Electric heating can take the form of resistance heating or induction heating. The present invention is concerned with induction heating. A significant drawback of the non-conductive heating approach is that high non-conductive heating element temperatures can cause coking, scaling and other forms of deposition, which raise the thermal resistance through which heat flows from the non-conductive element to the well bore. This elevated thermal resistance either increases the operating temperature of the non-conductive element for the same power level, or reduces the operational power level for the same element temperature.
Electric heating may also be classified by the method of conveying electric power to the downhole heater. In both non-conductive and inductive heating, electric power may be conveyed downhole via an isolated production tubing string. The present invention is concerned with inductive heating, in which electrical power is conveyed downhole via a cable running from the surface power system to the downhole tool.
Induction heating tools may be run into the wellbore of an existing well on a tubing string. The induction-heating tool may be landed opposite an interval to be heated. The tool can readily be removed for repair. There is no need for a permanent modification to the well to facilitate heating, such as the incorporation of isolators into the casing string, which is the case for some electrical heating systems which use the tubing string as an electrical conductor.
The tool itself comprises a transformer-type core-coil assembly jacketed in a tubular housing. Each core-coil assembly comprises a conductive wire coil wound on a magnetically permeable, laminated core. AC power is supplied to the coil from a power source at ground surface through a bus extending down the wellbore. Application of power to the coil induces eddy currents in the adjacent steel casing or screen liner, thereby increasing its temperature. The hot casing or liner in turn heats the near-wellbore region of the reservoir and oil within the wellbore. The term "casing" as used herein broadly means casing, sand exclusion liners and similar metal tubular goods having an interior flow path that defines the well bore.

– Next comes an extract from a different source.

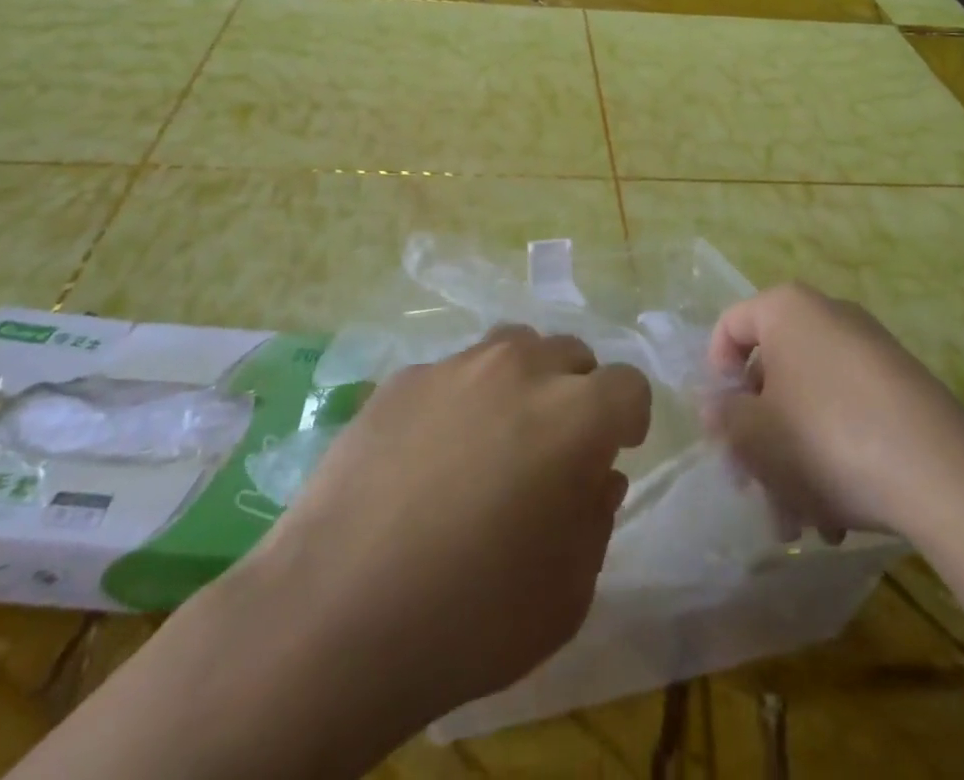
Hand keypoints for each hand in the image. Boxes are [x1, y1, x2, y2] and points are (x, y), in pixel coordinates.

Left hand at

Canadian Patent Application No. 2,208,197, filed by R. E. Isted and published Dec. 18, 1998, discloses an induction-heating tool. Although the application discloses a stainless steel, magnetically-transparent housing, the housing is not electro-magnetically transparent and a high tool winding operating temperature can be expected to reduce the tool operating life.
Canadian Patent 2,090,629, issued to J. E. Bridges on Dec. 29, 1998 discloses another induction heating tool. The '629 patent discloses a method of conveying electrical power via the production tubing. This method requires modification of the well casing for the installation of an electrically non-conductive window. This well modification is expensive and likely to be the source of serious reliability concerns.
The visco-skin effect, which reduces oil recovery, arises when heavy oil, approaching the wellbore, loses light ends due to changing pressure conditions, leaving a heavier oil clogging the reservoir immediately adjacent the wellbore. As previously stated, the hot casing heats both the near-wellbore region of the adjacent reservoir and the oil entering or within the casing. This has the benefits of ameliorating the visco-skin effect and improving the production and pumpability of the oil. The application of heat in this manner thus can stimulate and significantly improve the production rates of high viscosity heavy oil and waxy wells.